Coltivare cannabis in contesto domestico è una scelta che fanno sempre più persone. Nel momento in cui la si chiama in causa, sono diversi gli aspetti ai quali porre attenzione. Tra questi, rientra il focus sui migliori semi di marijuana da scegliere. Non ci sono regole scritte sulla pietra da questo punto di vista. Per amor di precisione, ricordiamo che si parla di consigli. Nell’elenco, rientra il fatto di orientarsi, se possibile, verso i semi autofiorenti nei casi in cui si parte da zero.
Quali sono le loro caratteristiche principali? Una delle più importanti riguarda senza dubbio il fatto di non essere fotoperiodici. La mancanza di vincoli per quanto riguarda la luce e il fatto di crescere sulla base dell’età rendono la loro gestione molto più semplice.
Inoltre, quando li si chiama in causa si inquadrano semi che sono in grado di regalare raccolti con piantine di dimensioni discrete. Cosa si può dire in merito ai consigli per gestire al meglio il terriccio quando li si coltiva? Nelle prossime righe di questo articolo abbiamo raccolto cinque consigli da conoscere assolutamente sul tema.

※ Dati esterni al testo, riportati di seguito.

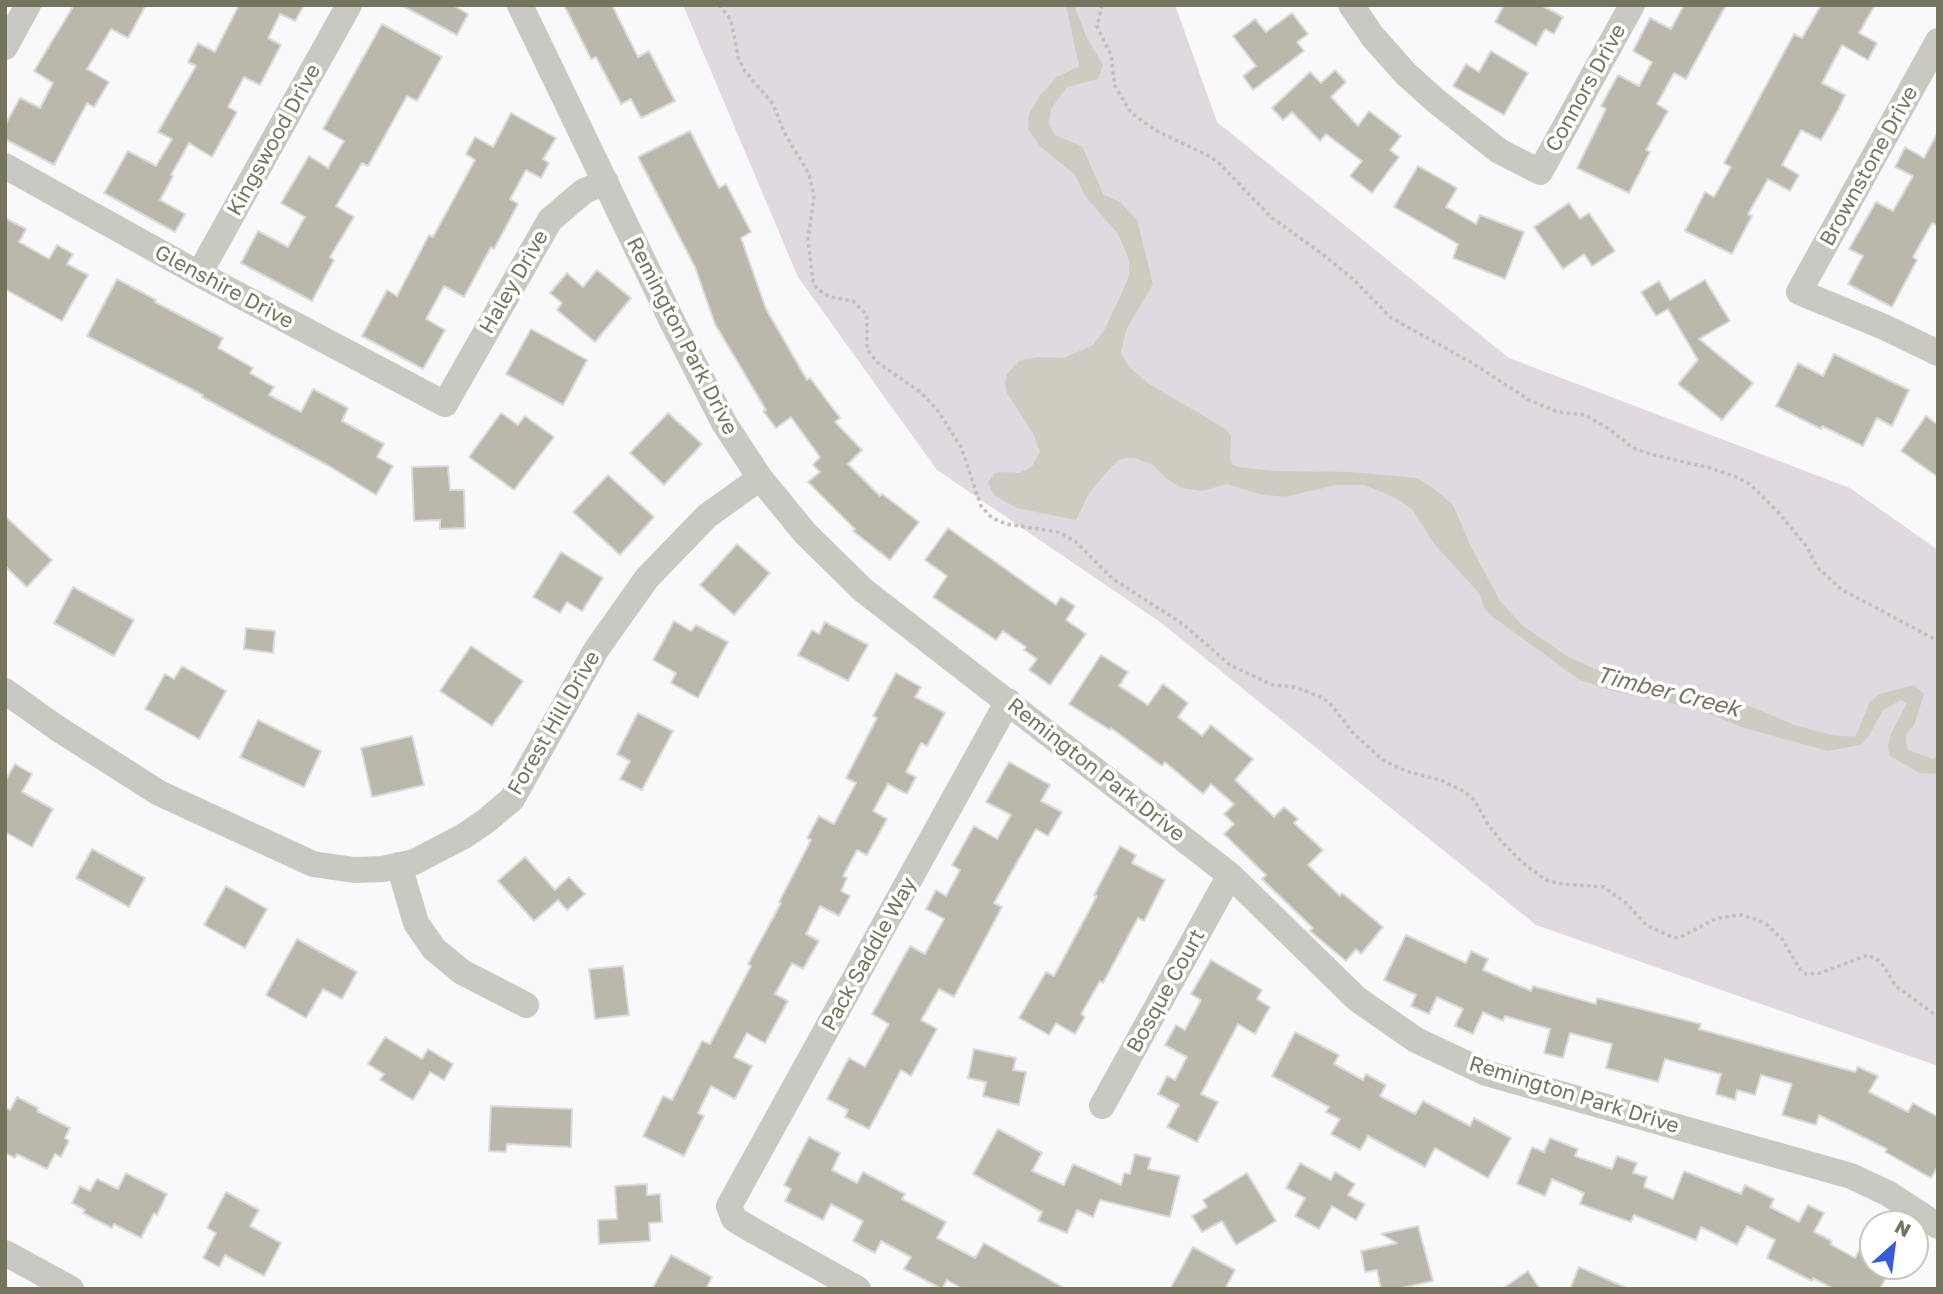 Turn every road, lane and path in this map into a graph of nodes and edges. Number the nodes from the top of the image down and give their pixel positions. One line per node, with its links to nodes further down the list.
1 (28, 5): 9 (street)
2 (349, 5): 12 (street, Kingswood Drive)
3 (520, 5): 11 (street, Remington Park Drive)
4 (719, 5): 22 (path)
5 (1102, 5): 16 (path)
6 (1351, 5): 7 (street, Connors Drive)
7 (1632, 5)
8 (1938, 41): 13 (street, Brownstone Drive)
9 (5, 47)
10 (5, 166): 12 (street, Glenshire Drive)
11 (606, 182): 14 (street, Haley Drive); 15 (street, Remington Park Drive)
12 (199, 274): 14 (street, Glenshire Drive)
13 (1938, 353)
14 (445, 404)
15 (760, 478): 18 (street, Remington Park Drive); 19 (street, Forest Hill Drive)
16 (1938, 641)
17 (5, 691): 19 (street, Forest Hill Drive)
18 (1008, 701): 20 (street, Remington Park Drive); 27 (street, Pack Saddle Way)
19 (399, 865): 21 (street)
20 (1230, 875): 23 (street, Bosque Court); 24 (street, Remington Park Drive)
21 (526, 1005)
22 (1938, 1017)
23 (1102, 1106)
24 (1938, 1227)
25 (5, 1253): 26 (street)
26 (71, 1289)
27 (858, 1289) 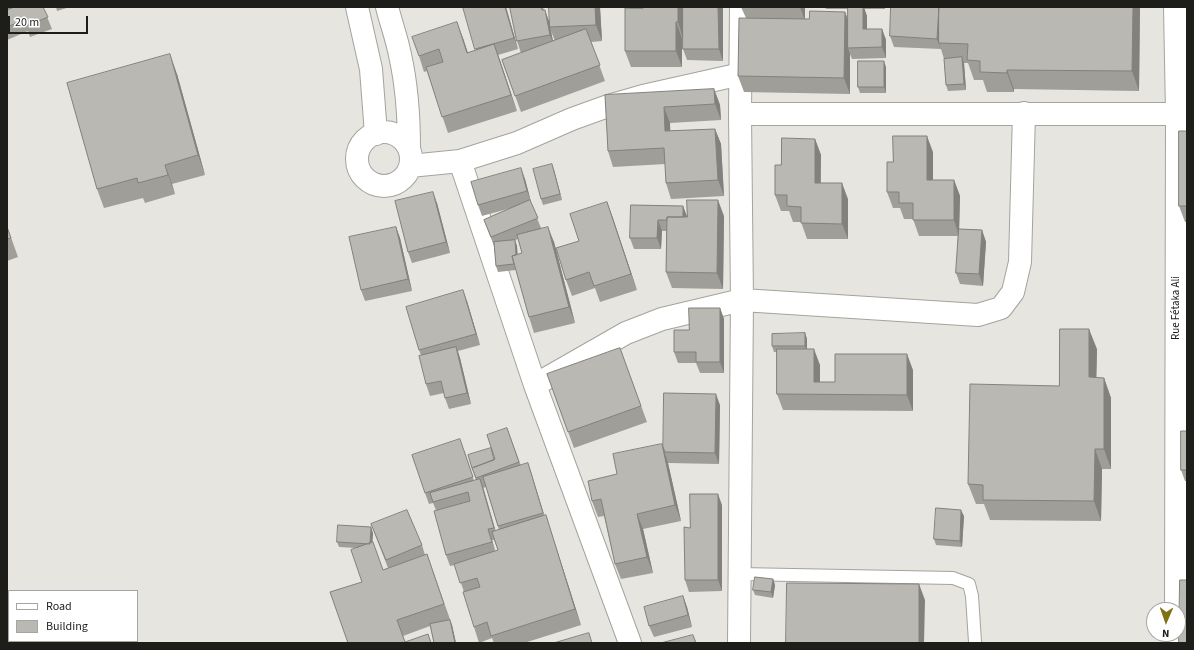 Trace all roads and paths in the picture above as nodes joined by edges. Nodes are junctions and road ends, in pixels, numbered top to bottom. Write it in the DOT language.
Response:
graph roads {
  1 [pos="357,7"];
  2 [pos="386,7"];
  3 [pos="741,7"];
  4 [pos="1175,7"];
  5 [pos="741,74"];
  6 [pos="1024,113"];
  7 [pos="740,114"];
  8 [pos="1182,114"];
  9 [pos="376,134"];
  10 [pos="410,157"];
  11 [pos="460,161"];
  12 [pos="742,300"];
  13 [pos="535,385"];
  14 [pos="739,574"];
  15 [pos="1182,582"];
  16 [pos="1178,602"];
  17 [pos="975,642"];
  18 [pos="630,643"];
  19 [pos="739,643"];
  1 -- 9 [label="street"];
  2 -- 10 [label="street"];
  3 -- 5 [label="street"];
  4 -- 8 [label="street, Rue Fétaka Ali"];
  5 -- 7 [label="street"];
  5 -- 11 [label="street"];
  6 -- 7 [label="street"];
  6 -- 8 [label="street"];
  6 -- 12 [label="street"];
  7 -- 12 [label="street"];
  8 -- 15 [label="street, Rue Fétaka Ali"];
  9 -- 10 [label="street"];
  9 -- 10 [label="street"];
  10 -- 11 [label="street"];
  11 -- 13 [label="street"];
  12 -- 13 [label="street"];
  12 -- 14 [label="street"];
  13 -- 18 [label="street"];
  14 -- 17 [label="lane"];
  14 -- 19 [label="street"];
  15 -- 16 [label="street, Rue Fétaka Ali"];
}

Meglio un terriccio leggero o pesante?
I suggerimenti da seguire quando si parla di cannabis autofiorente sono molto chiari: l’optimum prevede il fatto di focalizzarsi su un terriccio leggero. Le cose vanno ancora meglio se si opta per un terreno di coltura parecchio aerato.
Terriccio pronto all’uso: sì o no?
Sono numerose le domande che gli utenti in procinto di acquistare per la prima volta il terriccio per cannabis si pongono. Tra questi interrogativi rientra la possibilità di focalizzarsi o meno sulle soluzioni pronte all’uso in caso di cannabis autofiorente. Gli esperti consigliano di evitare. Come mai? Per un motivo molto semplice: i semi ai quali stiamo dedicando queste righe necessitano di una quantità ridotta di nutrienti. Acquistando le confezioni di terriccio pronto all’uso, il rischio è quello di abbondare, il che non fa bene alle piante (ciò vale soprattutto se è presente l’azoto).
Aggiungere il guano di pipistrello? Meglio di no!
Quando si ha a che fare con le piante di cannabis fotoperiodiche, capita spesso di sentirsi consigliare il ricorso al guano di pipistrello come concime. Nel caso delle autofiorenti, è meglio evitare. Come già detto, parliamo di una tipologia di pianta che non ama particolarmente i terreni ricchi di sostanze nutritive.
Nel caso del guano di pipistrello, abbiamo a che fare con il sopra citato azoto che, ribadiamo, non è il massimo per i semi a cui è dedicato questo articolo.
Come arricchire nel modo giusto il terriccio per le autofiorenti
Attenzione: il terriccio per la cannabis autofiorente non deve essere lasciato a se stesso. Esistono diverse strategie da seguire per arricchirlo senza provocare danni alle piante. Nell’elenco rientra l’aggiunta di perlite. Questo materiale naturale, commercializzato sotto forma di palline di piccole dimensioni e di colore bianco, si contraddistingue per diverse proprietà interessanti. Tra queste troviamo la capacità di assorbire al meglio l’acqua. Quest’ultima, viene successivamente rilasciata nel terreno assieme a diverse sostanze nutritive.
Inoltre, è in grado di ottimizzare il drenaggio del terriccio di coltivazione. Quest’ultimo risulta perfettamente ossigenato e aerato. Ricordiamo infine che, per applicare al meglio la perlite, è necessario tenere conto di una quantità pari al 10/15% del volume del terriccio (si tratta però di una stima di massima, in quanto i dettagli possono variare sulla base del livello di porosità che si ha intenzione di ottenere).
Cosa fare se il clima è particolarmente caldo
Se si coltiva cannabis autofiorente all’aperto in periodi particolarmente caldi, per evitare che si danneggiano le radici è consigliabile ricorrere ai polimeri idrofili. Grazie ad essi, è possibile ridurre notevolmente il numero delle irrigazioni. A chi coltiva cannabis autofiorente si raccomanda anche l’utilizzo dei cristalli che si trovano all’interno dei pannolini.